Abstract
Background: Sickle cell disease (SCD) is the most common genetic hematological disorder affecting ~100,000 people in the United States, resulting from a single base pair mutation resulting in a glutamic acid to valine substitution at position 6 in the beta-globin protein. Individuals with SCD have higher morbidity and mortality due to infectious diseases. A significant portion of patients with SCD, ~65% in some series, show impaired vaccine response and remain under-protected against vaccine-preventable infections. Chronic hemolysis associated with SCD results in splenic infarction and functional asplenia, but also overwhelms mechanisms to sequester heme and other damage-associated molecular patterns (DAMPs) released from erythrocytes that activate innate immune pattern recognition receptors such as Toll-like Receptors (TLRs). We aimed to investigate TLR function in monocytes and assess the effects of TLR 2/6, TLR4, and TLR7/8 agonists, lipoteichoic acid (LTA), lipopolysaccharide (LPS), and Resiquimod (R848) respectively, on cytokine production in monocytes from patients with and without SCD.

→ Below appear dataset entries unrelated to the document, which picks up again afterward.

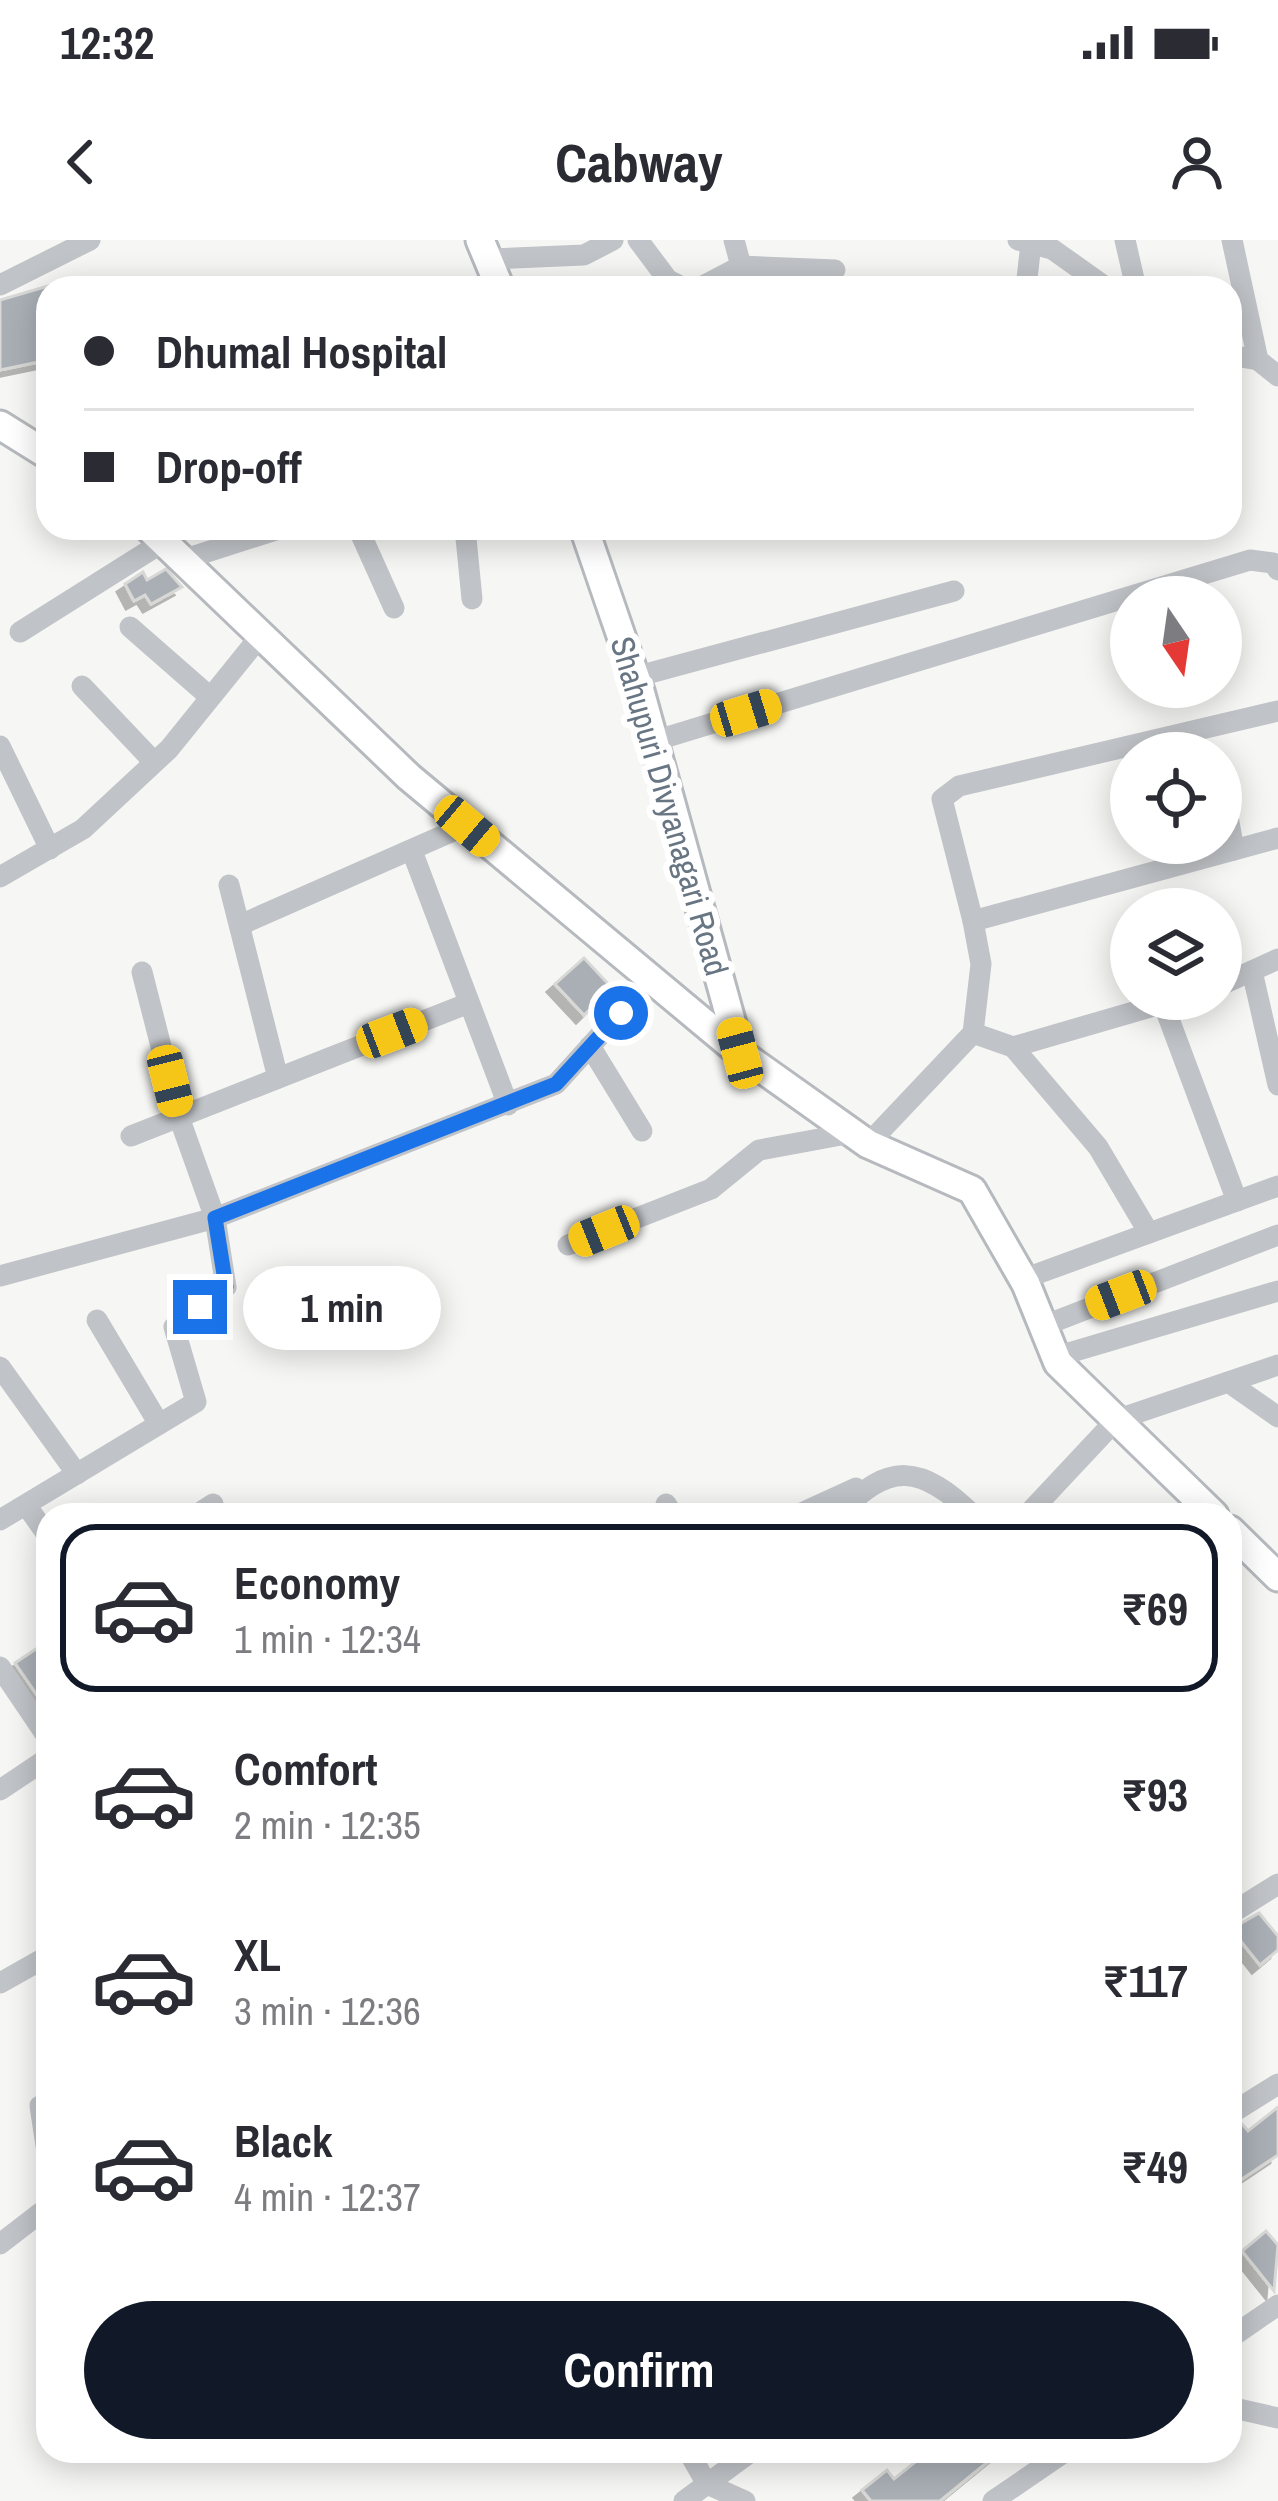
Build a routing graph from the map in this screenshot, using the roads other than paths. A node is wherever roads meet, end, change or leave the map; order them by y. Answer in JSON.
{"nodes":[{"id":1,"x":90,"y":240,"type":"edge"},
{"id":2,"x":638,"y":240,"type":"edge"},
{"id":3,"x":734,"y":240,"type":"edge"},
{"id":4,"x":1125,"y":240,"type":"edge"},
{"id":5,"x":1232,"y":240,"type":"edge"},
{"id":6,"x":604,"y":242,"type":"edge"},
{"id":7,"x":1024,"y":242,"type":"edge"},
{"id":8,"x":51,"y":246,"type":"edge"},
{"id":9,"x":485,"y":250,"type":"edge"},
{"id":10,"x":741,"y":266,"type":"junction"},
{"id":11,"x":835,"y":270,"type":"dead end"},
{"id":12,"x":665,"y":276,"type":"edge"},
{"id":13,"x":722,"y":276,"type":"edge"},
{"id":14,"x":1025,"y":276,"type":"edge"},
{"id":15,"x":1092,"y":276,"type":"edge"},
{"id":16,"x":1133,"y":276,"type":"edge"},
{"id":17,"x":1240,"y":276,"type":"edge"},
{"id":18,"x":0,"y":285,"type":"edge"},
{"id":19,"x":1242,"y":286,"type":"edge"},
{"id":20,"x":1242,"y":358,"type":"edge"},
{"id":21,"x":1258,"y":360,"type":"junction"},
{"id":22,"x":1278,"y":376,"type":"edge"},
{"id":23,"x":0,"y":425,"type":"edge"},
{"id":24,"x":36,"y":446,"type":"edge"},
{"id":25,"x":363,"y":540,"type":"edge"},
{"id":26,"x":466,"y":540,"type":"edge"},
{"id":27,"x":588,"y":540,"type":"edge"},
{"id":28,"x":165,"y":543,"type":"edge"},
{"id":29,"x":1278,"y":570,"type":"edge"},
{"id":30,"x":954,"y":591,"type":"dead end"},
{"id":31,"x":472,"y":599,"type":"dead end"},
{"id":32,"x":394,"y":608,"type":"dead end"},
{"id":33,"x":130,"y":627,"type":"dead end"},
{"id":34,"x":20,"y":632,"type":"dead end"},
{"id":35,"x":261,"y":635,"type":"junction"},
{"id":36,"x":635,"y":677,"type":"junction"},
{"id":37,"x":82,"y":686,"type":"dead end"},
{"id":38,"x":210,"y":698,"type":"junction"},
{"id":39,"x":1278,"y":711,"type":"edge"},
{"id":40,"x":1213,"y":729,"type":"junction"},
{"id":41,"x":1214,"y":732,"type":"edge"},
{"id":42,"x":654,"y":741,"type":"junction"},
{"id":43,"x":0,"y":746,"type":"edge"},
{"id":44,"x":154,"y":763,"type":"junction"},
{"id":45,"x":467,"y":826,"type":"junction"},
{"id":46,"x":1278,"y":838,"type":"edge"},
{"id":47,"x":1242,"y":848,"type":"edge"},
{"id":48,"x":50,"y":849,"type":"junction"},
{"id":49,"x":412,"y":851,"type":"junction"},
{"id":50,"x":1183,"y":864,"type":"edge"},
{"id":51,"x":0,"y":877,"type":"edge"},
{"id":52,"x":229,"y":885,"type":"dead end"},
{"id":53,"x":973,"y":921,"type":"junction"},
{"id":54,"x":239,"y":925,"type":"junction"},
{"id":55,"x":1278,"y":959,"type":"edge"},
{"id":56,"x":142,"y":971,"type":"dead end"},
{"id":57,"x":1252,"y":971,"type":"junction"},
{"id":58,"x":1242,"y":976,"type":"edge"},
{"id":59,"x":651,"y":980,"type":"junction"},
{"id":60,"x":469,"y":1004,"type":"junction"},
{"id":61,"x":1110,"y":1019,"type":"edge"},
{"id":62,"x":1177,"y":1020,"type":"edge"},
{"id":63,"x":973,"y":1033,"type":"junction"},
{"id":64,"x":590,"y":1046,"type":"junction"},
{"id":65,"x":1013,"y":1047,"type":"junction"},
{"id":66,"x":740,"y":1053,"type":"junction"},
{"id":67,"x":278,"y":1078,"type":"junction"},
{"id":68,"x":1278,"y":1085,"type":"edge"},
{"id":69,"x":508,"y":1105,"type":"junction"},
{"id":70,"x":179,"y":1117,"type":"junction"},
{"id":71,"x":642,"y":1131,"type":"dead end"},
{"id":72,"x":131,"y":1136,"type":"dead end"},
{"id":73,"x":860,"y":1138,"type":"junction"},
{"id":74,"x":1278,"y":1186,"type":"edge"},
{"id":75,"x":1238,"y":1201,"type":"junction"},
{"id":76,"x":215,"y":1218,"type":"junction"},
{"id":77,"x":1149,"y":1233,"type":"junction"},
{"id":78,"x":1278,"y":1235,"type":"edge"},
{"id":79,"x":568,"y":1245,"type":"dead end"},
{"id":80,"x":0,"y":1276,"type":"edge"},
{"id":81,"x":1023,"y":1279,"type":"junction"},
{"id":82,"x":1278,"y":1291,"type":"edge"},
{"id":83,"x":97,"y":1320,"type":"dead end"},
{"id":84,"x":1042,"y":1326,"type":"junction"},
{"id":85,"x":1055,"y":1357,"type":"junction"},
{"id":86,"x":1278,"y":1365,"type":"edge"},
{"id":87,"x":0,"y":1366,"type":"edge"},
{"id":88,"x":1228,"y":1382,"type":"junction"},
{"id":89,"x":1278,"y":1417,"type":"edge"},
{"id":90,"x":1116,"y":1420,"type":"junction"},
{"id":91,"x":159,"y":1424,"type":"junction"},
{"id":92,"x":77,"y":1474,"type":"junction"},
{"id":93,"x":867,"y":1484,"type":"junction"},
{"id":94,"x":824,"y":1503,"type":"edge"},
{"id":95,"x":850,"y":1503,"type":"edge"},
{"id":96,"x":958,"y":1503,"type":"edge"},
{"id":97,"x":1038,"y":1503,"type":"edge"},
{"id":98,"x":1202,"y":1503,"type":"edge"},
{"id":99,"x":26,"y":1505,"type":"junction"},
{"id":100,"x":0,"y":1520,"type":"edge"},
{"id":101,"x":36,"y":1520,"type":"edge"},
{"id":102,"x":1242,"y":1542,"type":"edge"},
{"id":103,"x":1278,"y":1577,"type":"edge"},
{"id":104,"x":0,"y":1667,"type":"edge"},
{"id":105,"x":36,"y":1720,"type":"edge"},
{"id":106,"x":36,"y":1766,"type":"edge"},
{"id":107,"x":0,"y":1790,"type":"edge"},
{"id":108,"x":1278,"y":1884,"type":"edge"},
{"id":109,"x":1242,"y":1906,"type":"edge"},
{"id":110,"x":36,"y":1963,"type":"edge"},
{"id":111,"x":0,"y":1983,"type":"edge"},
{"id":112,"x":1278,"y":2084,"type":"edge"},
{"id":113,"x":1242,"y":2106,"type":"edge"},
{"id":114,"x":36,"y":2216,"type":"edge"},
{"id":115,"x":0,"y":2244,"type":"edge"},
{"id":116,"x":1278,"y":2305,"type":"edge"},
{"id":117,"x":1242,"y":2330,"type":"edge"},
{"id":118,"x":1242,"y":2410,"type":"edge"},
{"id":119,"x":1278,"y":2418,"type":"edge"},
{"id":120,"x":695,"y":2463,"type":"edge"},
{"id":121,"x":736,"y":2463,"type":"edge"},
{"id":122,"x":1048,"y":2463,"type":"edge"},
{"id":123,"x":707,"y":2484,"type":"junction"},
{"id":124,"x":684,"y":2501,"type":"edge"},
{"id":125,"x":745,"y":2501,"type":"edge"},
{"id":126,"x":993,"y":2501,"type":"edge"}],
"edges":[{"from":1,"to":8,"type":"street"},
{"from":2,"to":12,"type":"street"},
{"from":3,"to":10,"type":"street"},
{"from":4,"to":16,"type":"street"},
{"from":5,"to":17,"type":"street"},
{"from":6,"to":9,"type":"street"},
{"from":7,"to":14,"type":"street"},
{"from":7,"to":15,"type":"street"},
{"from":8,"to":18,"type":"street"},
{"from":10,"to":11,"type":"street"},
{"from":10,"to":13,"type":"street"},
{"from":19,"to":21,"type":"street"},
{"from":20,"to":21,"type":"street"},
{"from":21,"to":22,"type":"street"},
{"from":23,"to":24,"type":"main road"},
{"from":25,"to":32,"type":"street"},
{"from":26,"to":31,"type":"street"},
{"from":27,"to":36,"type":"main road","name":"Shahupuri Divyanagari Road"},
{"from":28,"to":34,"type":"street"},
{"from":28,"to":35,"type":"main road"},
{"from":29,"to":42,"type":"street"},
{"from":30,"to":36,"type":"street"},
{"from":33,"to":38,"type":"street"},
{"from":35,"to":38,"type":"street"},
{"from":35,"to":45,"type":"main road"},
{"from":36,"to":42,"type":"main road","name":"Shahupuri Divyanagari Road"},
{"from":37,"to":44,"type":"street"},
{"from":38,"to":44,"type":"street"},
{"from":39,"to":40,"type":"street"},
{"from":40,"to":41,"type":"street"},
{"from":40,"to":53,"type":"street"},
{"from":42,"to":66,"type":"main road","name":"Shahupuri Divyanagari Road"},
{"from":43,"to":48,"type":"street"},
{"from":44,"to":48,"type":"street"},
{"from":45,"to":49,"type":"street"},
{"from":45,"to":59,"type":"main road"},
{"from":46,"to":47,"type":"street"},
{"from":48,"to":51,"type":"street"},
{"from":49,"to":54,"type":"street"},
{"from":49,"to":60,"type":"street"},
{"from":50,"to":53,"type":"street"},
{"from":52,"to":54,"type":"street"},
{"from":53,"to":63,"type":"street"},
{"from":54,"to":67,"type":"street"},
{"from":55,"to":57,"type":"street"},
{"from":56,"to":70,"type":"street"},
{"from":57,"to":58,"type":"street"},
{"from":57,"to":68,"type":"street"},
{"from":59,"to":64,"type":"street"},
{"from":59,"to":66,"type":"main road"},
{"from":60,"to":67,"type":"street"},
{"from":60,"to":69,"type":"street"},
{"from":61,"to":65,"type":"street"},
{"from":62,"to":75,"type":"street"},
{"from":63,"to":65,"type":"street"},
{"from":63,"to":73,"type":"street"},
{"from":64,"to":69,"type":"street"},
{"from":64,"to":71,"type":"street"},
{"from":65,"to":77,"type":"street"},
{"from":66,"to":73,"type":"main road"},
{"from":67,"to":70,"type":"street"},
{"from":69,"to":76,"type":"street"},
{"from":70,"to":72,"type":"street"},
{"from":70,"to":76,"type":"street"},
{"from":73,"to":79,"type":"street"},
{"from":73,"to":81,"type":"main road"},
{"from":74,"to":75,"type":"street"},
{"from":75,"to":77,"type":"street"},
{"from":76,"to":80,"type":"street"},
{"from":76,"to":91,"type":"street"},
{"from":77,"to":81,"type":"street"},
{"from":78,"to":84,"type":"street"},
{"from":81,"to":84,"type":"main road"},
{"from":82,"to":85,"type":"street"},
{"from":83,"to":91,"type":"street"},
{"from":84,"to":85,"type":"main road"},
{"from":85,"to":90,"type":"main road"},
{"from":86,"to":88,"type":"street"},
{"from":87,"to":92,"type":"street"},
{"from":88,"to":89,"type":"street"},
{"from":88,"to":90,"type":"street"},
{"from":90,"to":97,"type":"street"},
{"from":90,"to":98,"type":"main road"},
{"from":91,"to":92,"type":"street"},
{"from":92,"to":99,"type":"street"},
{"from":93,"to":94,"type":"street"},
{"from":93,"to":95,"type":"street"},
{"from":93,"to":96,"type":"street"},
{"from":99,"to":100,"type":"street"},
{"from":99,"to":101,"type":"street"},
{"from":102,"to":103,"type":"main road"},
{"from":104,"to":105,"type":"street"},
{"from":106,"to":107,"type":"street"},
{"from":108,"to":109,"type":"street"},
{"from":110,"to":111,"type":"street"},
{"from":112,"to":113,"type":"street"},
{"from":114,"to":115,"type":"street"},
{"from":116,"to":117,"type":"street"},
{"from":118,"to":119,"type":"street"},
{"from":120,"to":123,"type":"street"},
{"from":121,"to":123,"type":"street"},
{"from":122,"to":126,"type":"street"},
{"from":123,"to":124,"type":"street"},
{"from":123,"to":125,"type":"street"}]}
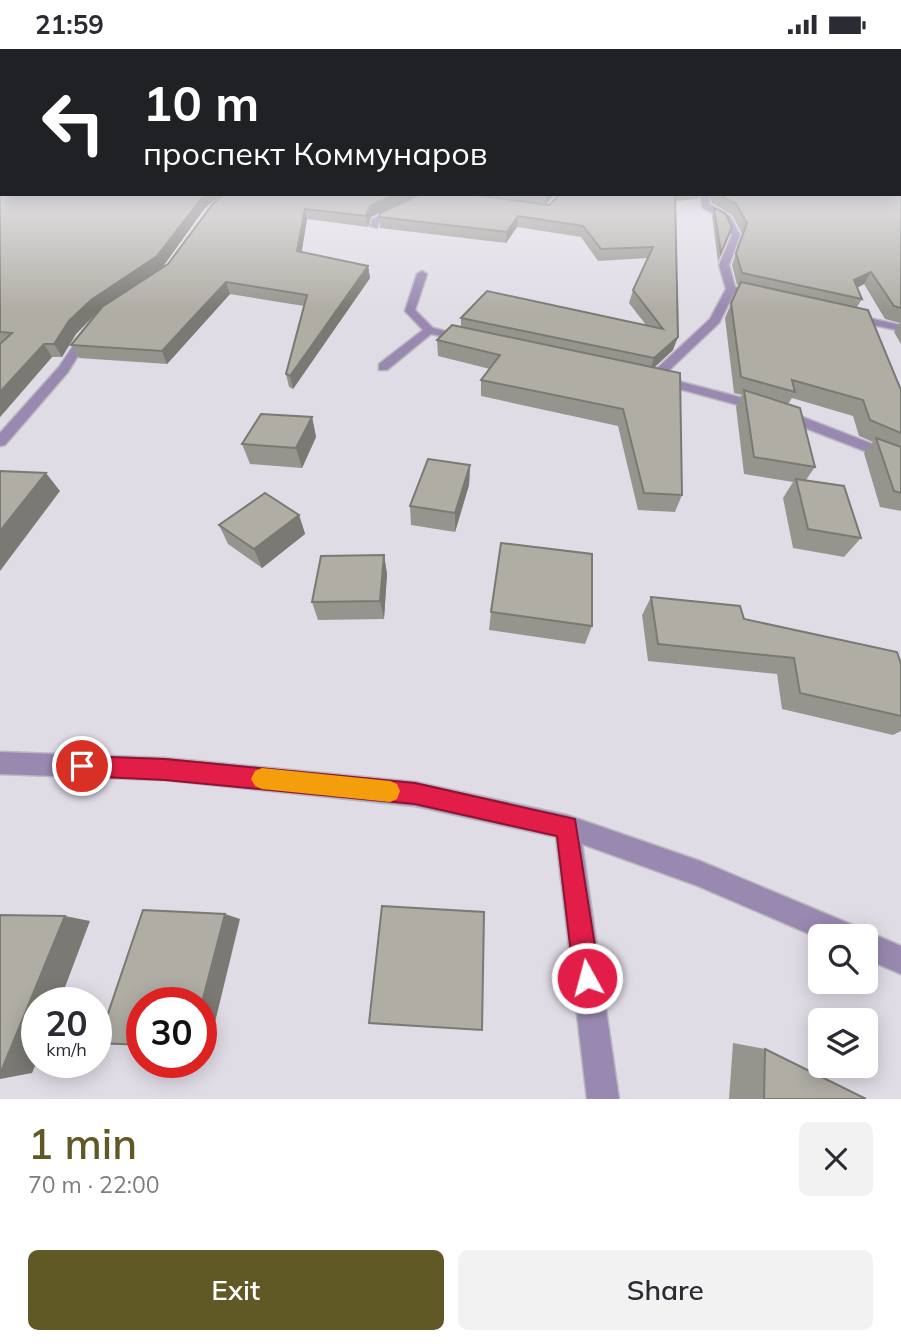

Methods: Peripheral blood mononuclear cells (PBMC) were isolated from pediatric and young adult patients with SCD (n=17) and age and race-matched healthy participants (n=10), cryopreserved, and thawed before stimulation. We used flow cytometry to identify monocyte subsets and cytokine production by monocytes after stimulation with LTA, R848, or LPS. Monocyte subsets were classified as classical (CD14++CD16-), intermediate (CD14++CD16+), and non-classical (CD14dimCD16+). Cytokine production was evaluated in these populations using intracellular cytokine staining to detect TNF-a, IL-1b, IL-6, IL-8, and MCP-1. Statistical significance was compared using Mann-Whitney tests with a significance cutoff value of p=0.05.
Results: SCD participants had total white blood cell counts and monocyte percentages within the normal range for their age. The median WBC count was 9.0x103 cell/µL, IQR 7.3x103 cell/µL-10.3x103 cells/µL, and the median monocyte percentage was 10%, IQR 8%-12.25%. SCD patients had a lower proportion of classical (CD14++CD16-) monocytes compared to healthy controls in the unstimulated group (p=0.0004), and in LTA (p=0.002), LPS (p=0.008), and R848 (p=0.03) groups after a 6-hour stimulation. There was a statistically significant increase in non-classical (CD14dimCD16+) monocytes in SCD patients in the unstimulated (p=0.02) group, and in the LTA (p=0.005) and R848 (p=0.04) groups following a 6-hour stimulation. After stimulation with LTA, there was a significant decrease in the percentage of classical monocytes producing IL-6 (p=0.02) in SCD patients compared to healthy controls and an increase in the percentage of classical monocytes producing IL-8 (p=0.006) in SCD patients compared to healthy controls. Following LPS stimulation, there was a significant increase in the percentage of classical monocytes producing IL-8 in SCD patients compared to healthy controls (p=0.002). After stimulation with R848, there was a significant increase in the percentage of classical monocytes producing IL-6 (p=0.04), IL-1b (p=0.0001), and IL-8 (p=<0.000001) compared to healthy controls.
Conclusion:Monocytes from SCD patients show trends toward increased inflammatory responses, especially following TLR7/8 stimulation, compared to monocytes from age and race-matched healthy controls. This suggests alterations in TLR function in individuals with SCD, resulting in dysregulated innate immunity that may contribute to impaired responses to infection or vaccination.